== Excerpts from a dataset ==
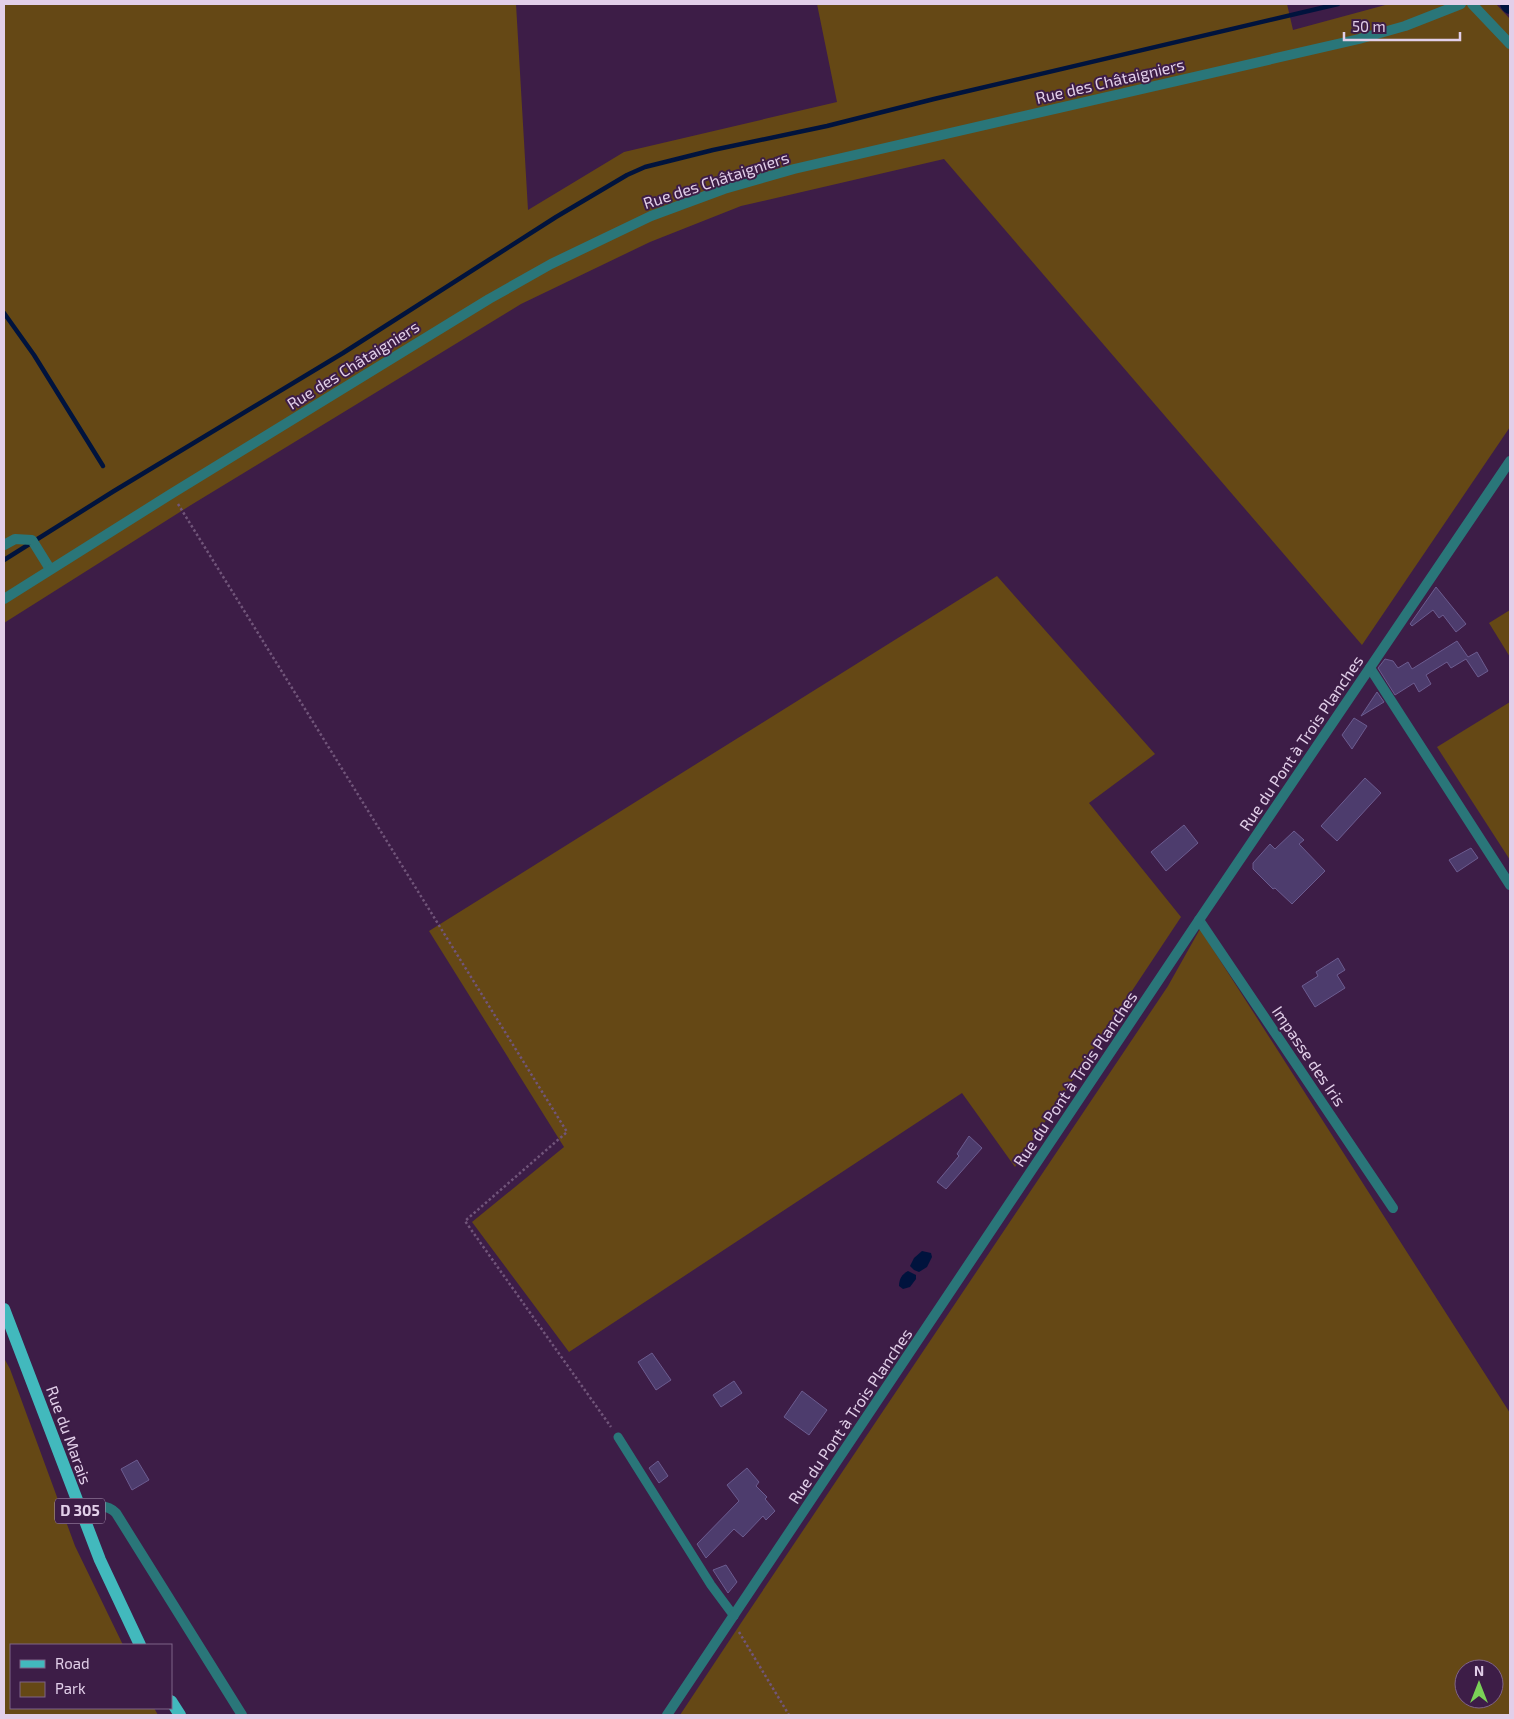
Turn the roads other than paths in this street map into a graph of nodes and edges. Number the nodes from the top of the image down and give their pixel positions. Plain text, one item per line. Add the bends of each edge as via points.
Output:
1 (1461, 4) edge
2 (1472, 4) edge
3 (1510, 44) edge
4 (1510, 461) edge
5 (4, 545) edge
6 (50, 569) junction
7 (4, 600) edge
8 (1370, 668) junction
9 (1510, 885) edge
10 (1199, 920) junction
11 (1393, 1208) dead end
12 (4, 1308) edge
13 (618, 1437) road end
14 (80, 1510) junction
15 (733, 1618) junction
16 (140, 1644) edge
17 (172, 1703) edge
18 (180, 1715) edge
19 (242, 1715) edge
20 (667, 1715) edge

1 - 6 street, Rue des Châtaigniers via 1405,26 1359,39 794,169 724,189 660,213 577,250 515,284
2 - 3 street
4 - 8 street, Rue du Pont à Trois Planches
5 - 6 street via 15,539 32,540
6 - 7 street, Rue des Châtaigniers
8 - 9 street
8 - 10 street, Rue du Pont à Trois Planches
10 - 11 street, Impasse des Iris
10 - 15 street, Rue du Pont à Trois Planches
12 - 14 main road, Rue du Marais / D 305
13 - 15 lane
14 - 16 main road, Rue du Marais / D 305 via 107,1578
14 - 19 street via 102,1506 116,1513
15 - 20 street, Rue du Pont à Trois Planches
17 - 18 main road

== Description of the task ==
If an entry holds a picture, leave the picture out and repeat the rest exactly.

== Result ==
Turn the roads other than paths in this street map into a graph of nodes and edges. Number the nodes from the top of the image down and give their pixel positions. Plain text, one item per line. Add the bends of each edge as via points.
Output:
1 (1461, 4) edge
2 (1472, 4) edge
3 (1510, 44) edge
4 (1510, 461) edge
5 (4, 545) edge
6 (50, 569) junction
7 (4, 600) edge
8 (1370, 668) junction
9 (1510, 885) edge
10 (1199, 920) junction
11 (1393, 1208) dead end
12 (4, 1308) edge
13 (618, 1437) road end
14 (80, 1510) junction
15 (733, 1618) junction
16 (140, 1644) edge
17 (172, 1703) edge
18 (180, 1715) edge
19 (242, 1715) edge
20 (667, 1715) edge

1 - 6 street, Rue des Châtaigniers via 1405,26 1359,39 794,169 724,189 660,213 577,250 515,284
2 - 3 street
4 - 8 street, Rue du Pont à Trois Planches
5 - 6 street via 15,539 32,540
6 - 7 street, Rue des Châtaigniers
8 - 9 street
8 - 10 street, Rue du Pont à Trois Planches
10 - 11 street, Impasse des Iris
10 - 15 street, Rue du Pont à Trois Planches
12 - 14 main road, Rue du Marais / D 305
13 - 15 lane
14 - 16 main road, Rue du Marais / D 305 via 107,1578
14 - 19 street via 102,1506 116,1513
15 - 20 street, Rue du Pont à Trois Planches
17 - 18 main road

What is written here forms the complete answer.